Have researchers and doctors been looking for HIV in all the wrong places? That’s what the scientists involved in the Collaboratory of AIDS Researchers for Eradication (CARE) certainly believe. CARE is part of an National Institutes of Health-sponsored program, the Martin Delaney Collaboratory: Towards an HIV-1 Cure , named in honor of the late AIDS activist, Martin Delaney who founded Project Inform in 1985.
Speaking at last month’s Cure Conference — hosted by University of California San Diego AntiViral Research Center and CARE—Dr. David Margolis and Dr. Warner Greene both shared some startling statistics about the traditional reliance on blood by those testing for and treating HIV.
Blood tests reveal the viral load a patient’s bloodstream, but Margolis, who heads CARE, maintains that “only one percent” of a person’s T-cells are located in the bloodstream. The remainder of CD4 T-cells and the HIV that has infected them hides in tissue.

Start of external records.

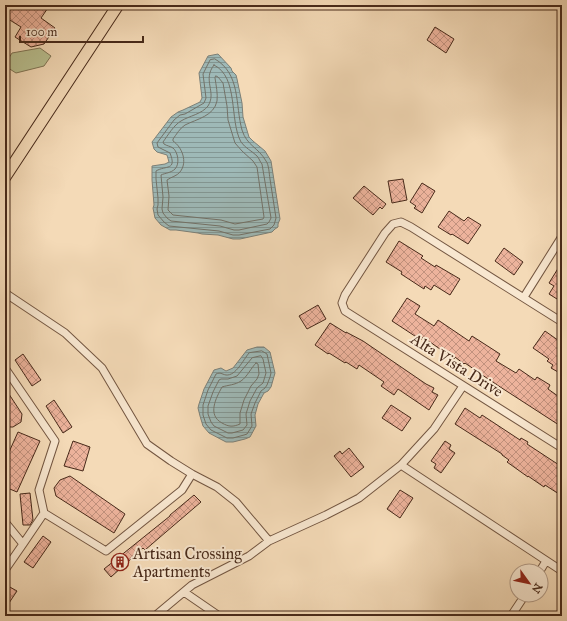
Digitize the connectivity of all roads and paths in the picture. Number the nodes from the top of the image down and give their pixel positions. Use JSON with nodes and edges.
{"nodes":[{"id":1,"x":118,"y":5,"type":"edge"},
{"id":2,"x":5,"y":176,"type":"edge"},
{"id":3,"x":561,"y":238,"type":"dead end"},
{"id":4,"x":5,"y":293,"type":"edge"},
{"id":5,"x":524,"y":297,"type":"junction"},
{"id":6,"x":562,"y":322,"type":"edge"},
{"id":7,"x":5,"y":368,"type":"edge"},
{"id":8,"x":463,"y":386,"type":"junction"},
{"id":9,"x":562,"y":448,"type":"edge"},
{"id":10,"x":401,"y":465,"type":"junction"},
{"id":11,"x":192,"y":474,"type":"junction"},
{"id":12,"x":44,"y":513,"type":"junction"},
{"id":13,"x":5,"y":522,"type":"edge"},
{"id":14,"x":269,"y":541,"type":"junction"},
{"id":15,"x":23,"y":544,"type":"junction"},
{"id":16,"x":546,"y":561,"type":"joint"},
{"id":17,"x":5,"y":570,"type":"edge"},
{"id":18,"x":562,"y":571,"type":"edge"},
{"id":19,"x":184,"y":592,"type":"junction"},
{"id":20,"x":520,"y":603,"type":"edge"},
{"id":21,"x":155,"y":616,"type":"edge"},
{"id":22,"x":218,"y":616,"type":"edge"},
{"id":23,"x":511,"y":616,"type":"edge"}],
"edges":[{"from":1,"to":2,"type":"main road"},
{"from":3,"to":5,"type":"street"},
{"from":4,"to":11,"type":"street"},
{"from":5,"to":6,"type":"street"},
{"from":5,"to":8,"type":"street","name":"Alta Vista Drive"},
{"from":7,"to":12,"type":"street"},
{"from":8,"to":9,"type":"street","name":"Alta Vista Drive"},
{"from":8,"to":10,"type":"street"},
{"from":10,"to":14,"type":"street"},
{"from":10,"to":16,"type":"street"},
{"from":11,"to":12,"type":"street"},
{"from":11,"to":14,"type":"street"},
{"from":12,"to":15,"type":"street"},
{"from":13,"to":15,"type":"street"},
{"from":14,"to":19,"type":"street"},
{"from":15,"to":17,"type":"street"},
{"from":16,"to":18,"type":"street"},
{"from":19,"to":21,"type":"street"},
{"from":19,"to":22,"type":"street"},
{"from":20,"to":23,"type":"street"}]}
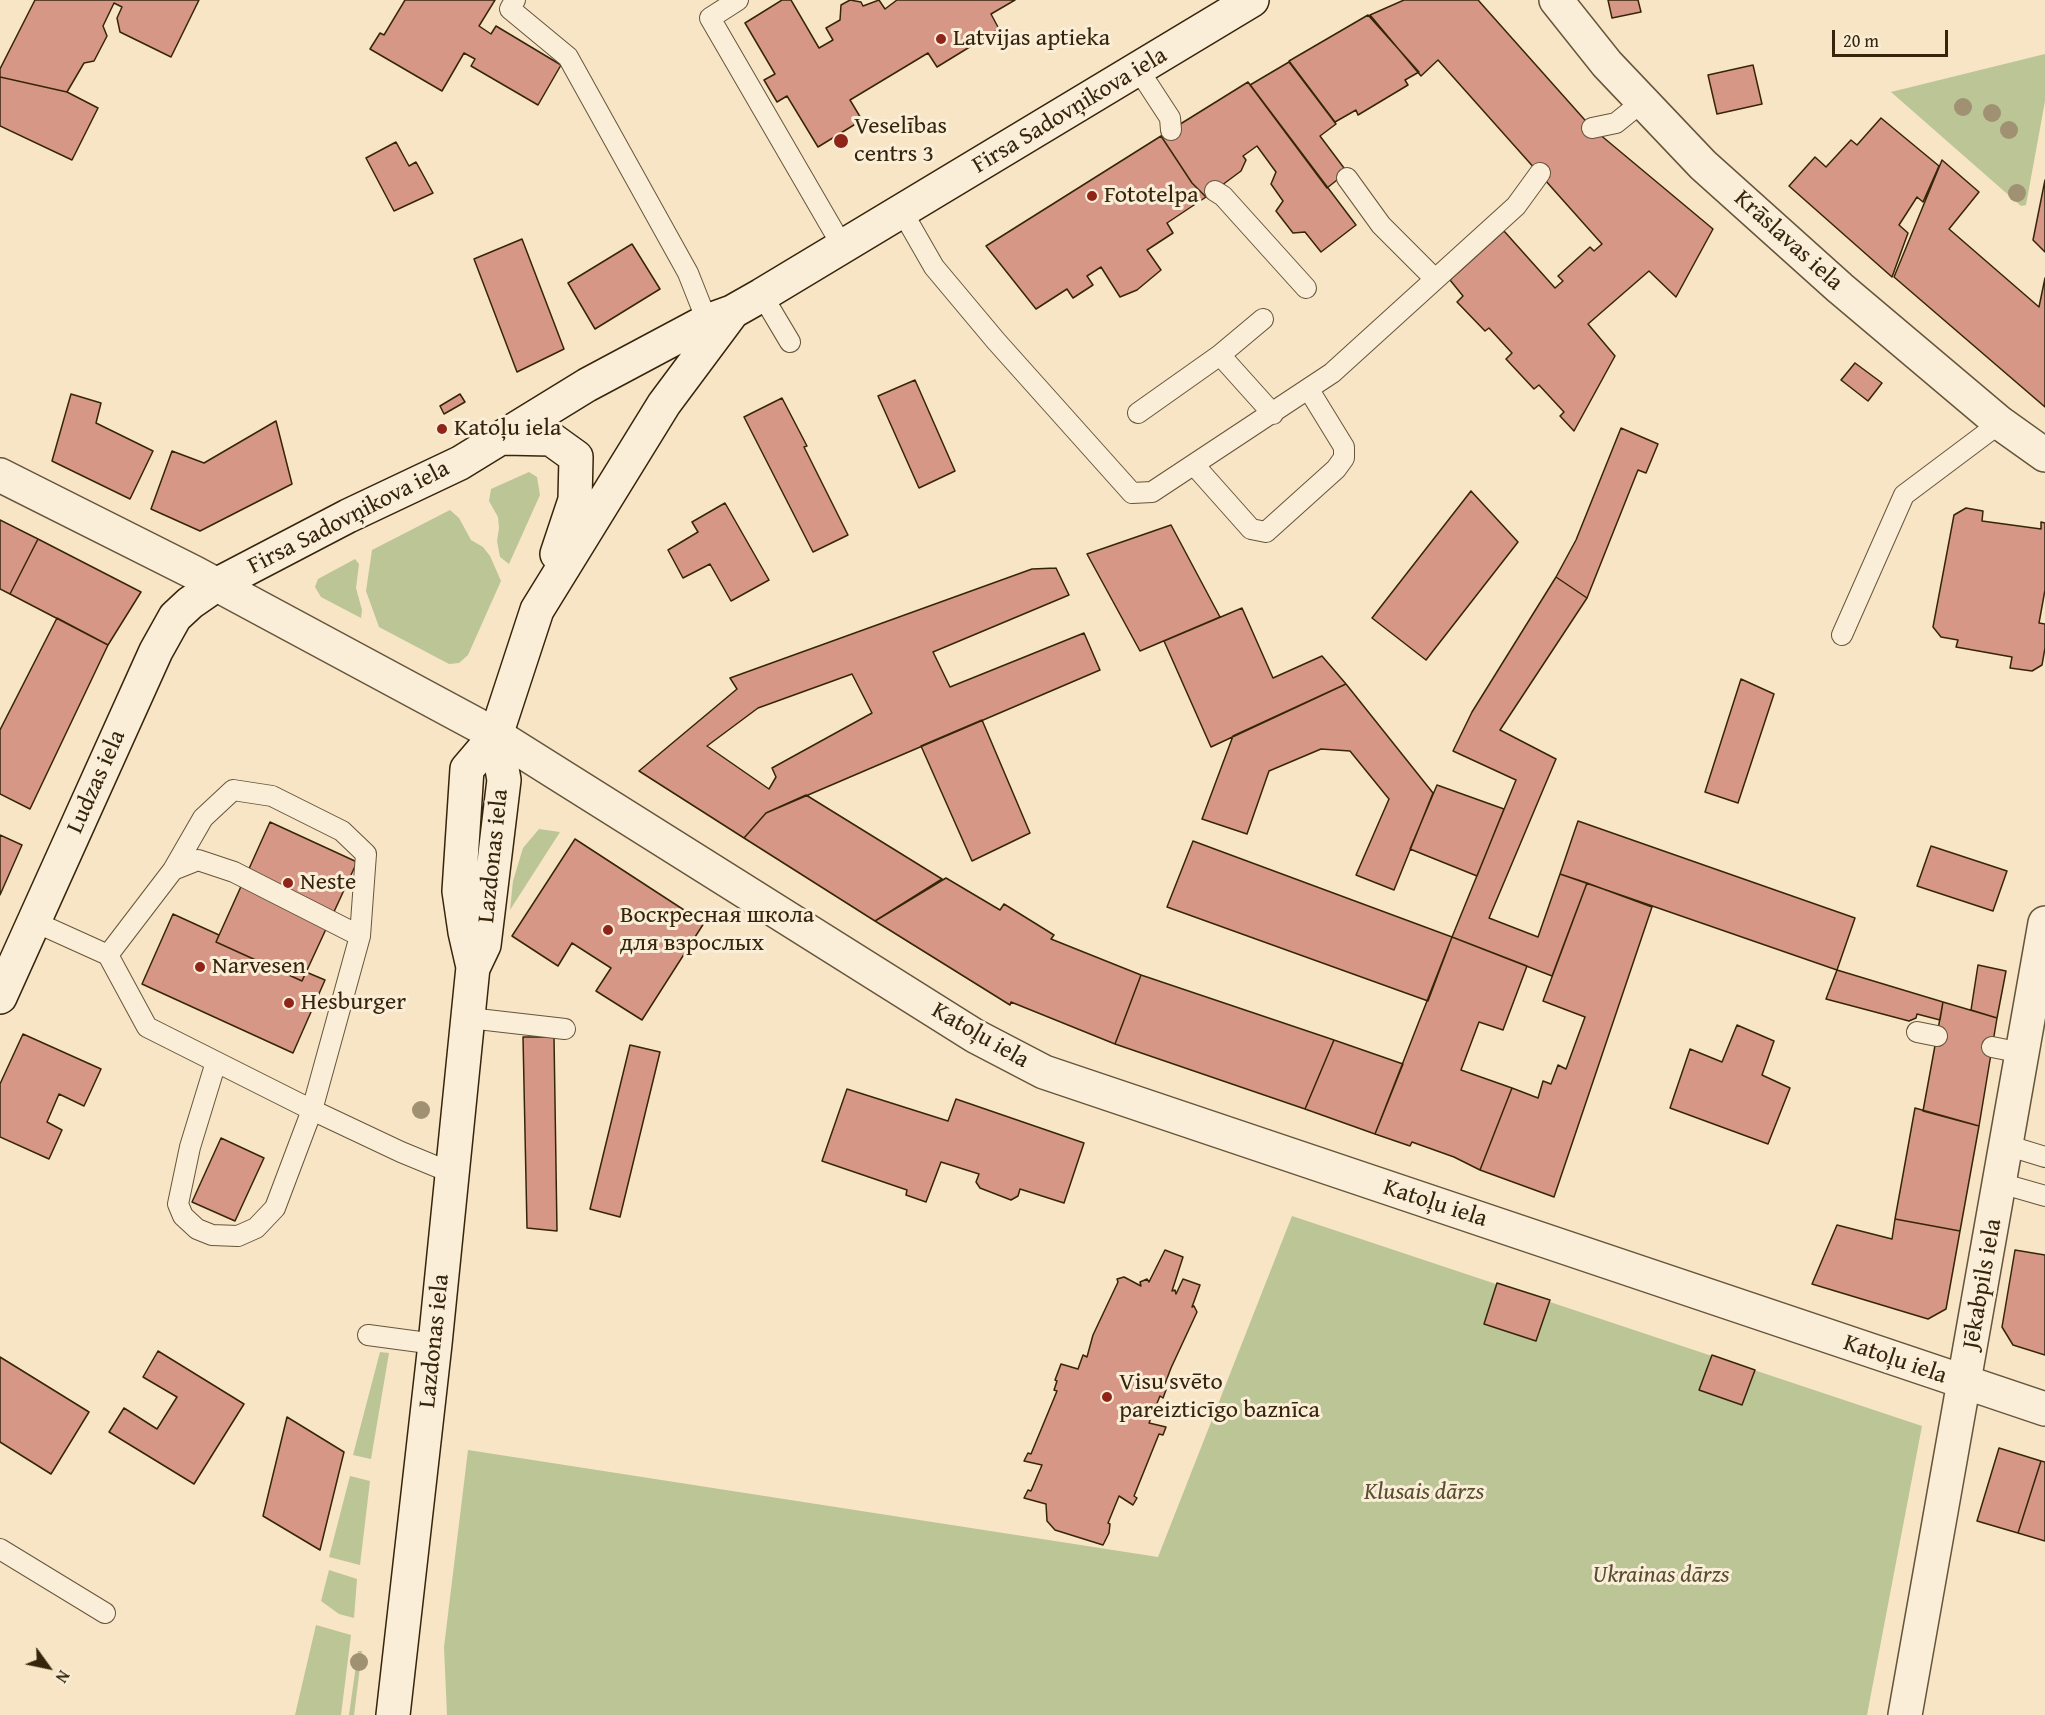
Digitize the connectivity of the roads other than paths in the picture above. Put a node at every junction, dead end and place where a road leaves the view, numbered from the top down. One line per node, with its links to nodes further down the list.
1 (515, 0): 17 (lane)
2 (738, 0): 13 (lane)
3 (1556, 0): 6 (street, Krāslavas iela)
4 (1233, 5): 5 (street, Firsa Sadovņikova iela)
5 (1138, 69): 8 (lane); 12 (street, Firsa Sadovņikova iela)
6 (1642, 102): 7 (lane); 24 (street, Krāslavas iela)
7 (1592, 128)
8 (1171, 130)
9 (1539, 173): 14 (lane)
10 (1347, 178): 14 (lane)
11 (1215, 191): 15 (lane)
12 (903, 213): 13 (street, Firsa Sadovņikova iela); 27 (lane)
13 (844, 249): 16 (street, Firsa Sadovņikova iela)
14 (1434, 278): 21 (lane)
15 (1306, 288)
16 (762, 295): 17 (street, Firsa Sadovņikova iela); 19 (lane)
17 (720, 317): 25 (street, Firsa Sadovņikova iela); 30 (street, Firsa Sadovņikova iela)
18 (1263, 319): 20 (lane)
19 (790, 342)
20 (1220, 355): 22 (lane); 23 (lane)
21 (1309, 390): 23 (lane); 27 (lane)
22 (1138, 413)
23 (1273, 414): 27 (lane)
24 (2000, 423): 26 (street, Krāslavas iela); 31 (lane)
25 (504, 438): 29 (street, Firsa Sadovņikova iela); 30 (street)
26 (2045, 455)
27 (1195, 466)
28 (0, 475): 29 (street, Katoļu iela)
29 (216, 585): 32 (street, Katoļu iela); 34 (street, Ludzas iela)
30 (537, 610): 32 (street, Firsa Sadovņikova iela)
31 (1842, 635)
32 (495, 735): 40 (street, Lazdonas iela); 53 (street, Katoļu iela)
33 (173, 870): 36 (lane); 36 (lane); 37 (lane)
34 (34, 922): 37 (lane); 39 (street, Ludzas iela)
35 (2045, 923): 38 (street, Jēkabpils iela)
36 (360, 936): 45 (lane)
37 (108, 956): 44 (lane)
38 (2042, 958): 46 (street, Jēkabpils iela)
39 (0, 997)
40 (469, 1018): 41 (lane); 48 (street, Lazdonas iela)
41 (565, 1029)
42 (1917, 1032): 43 (lane)
43 (1937, 1036)
44 (216, 1062): 45 (lane); 45 (lane)
45 (312, 1110): 48 (lane)
46 (2006, 1145): 47 (lane); 49 (street, Jēkabpils iela)
47 (2045, 1157)
48 (452, 1173): 52 (street, Lazdonas iela)
49 (2000, 1183): 50 (lane); 53 (street, Jēkabpils iela)
50 (2045, 1196)
51 (368, 1335): 52 (lane)
52 (435, 1344): 57 (street, Lazdonas iela)
53 (1965, 1384): 54 (street, Katoļu iela); 58 (street, Jēkabpils iela)
54 (2045, 1409)
55 (0, 1549): 56 (lane)
56 (105, 1614)
57 (393, 1715)
58 (1905, 1715)

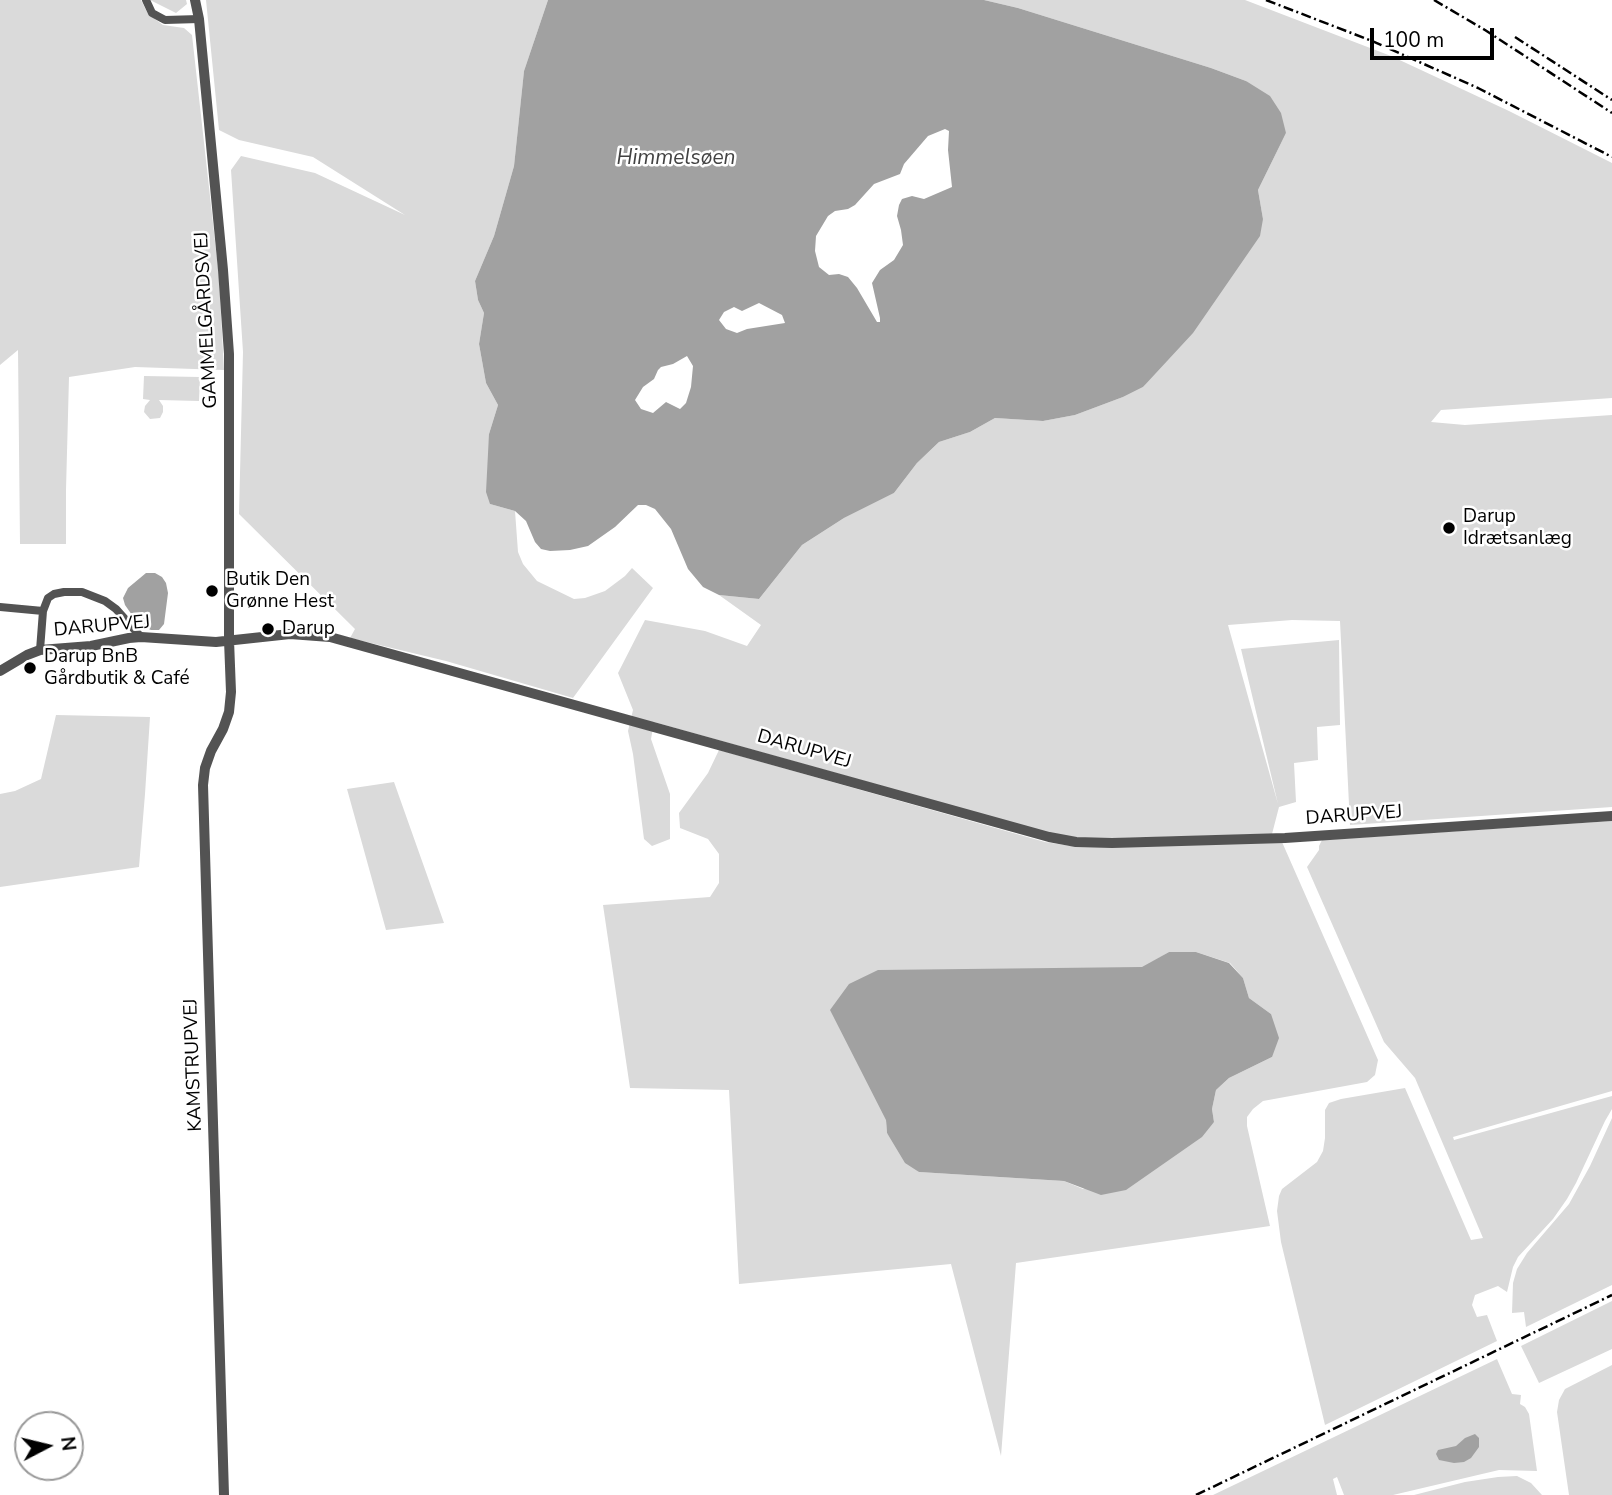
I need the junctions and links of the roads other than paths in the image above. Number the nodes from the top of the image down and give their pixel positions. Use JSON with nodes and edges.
{"nodes":[{"id":1,"x":146,"y":0,"type":"edge"},
{"id":2,"x":195,"y":0,"type":"edge"},
{"id":3,"x":199,"y":19,"type":"junction"},
{"id":4,"x":0,"y":607,"type":"edge"},
{"id":5,"x":43,"y":611,"type":"junction"},
{"id":6,"x":141,"y":637,"type":"junction"},
{"id":7,"x":229,"y":640,"type":"junction"},
{"id":8,"x":40,"y":650,"type":"junction"},
{"id":9,"x":0,"y":671,"type":"edge"},
{"id":10,"x":1612,"y":816,"type":"edge"},
{"id":11,"x":224,"y":1495,"type":"edge"}],
"edges":[{"from":1,"to":3,"type":"street"},
{"from":2,"to":3,"type":"street","name":"GAMMELGÅRDSVEJ"},
{"from":3,"to":7,"type":"street","name":"GAMMELGÅRDSVEJ"},
{"from":4,"to":5,"type":"street"},
{"from":5,"to":6,"type":"street"},
{"from":5,"to":8,"type":"street"},
{"from":6,"to":7,"type":"street","name":"DARUPVEJ"},
{"from":6,"to":8,"type":"street","name":"DARUPVEJ"},
{"from":7,"to":10,"type":"street","name":"DARUPVEJ"},
{"from":7,"to":11,"type":"street","name":"KAMSTRUPVEJ"},
{"from":8,"to":9,"type":"street","name":"DARUPVEJ"}]}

Greene, a professor of Medicine Microbiology and Immunology at University of California San Francisco, was the person who first discovered that HIV is actually “a disease of the lymphoid tissue.” It was a discovery Green admits he stumbled upon accidently. Most of the research conducted over the past 30 years has revolved around studying and treating HIV in the bloodstream because blood is easier to access then human tissue.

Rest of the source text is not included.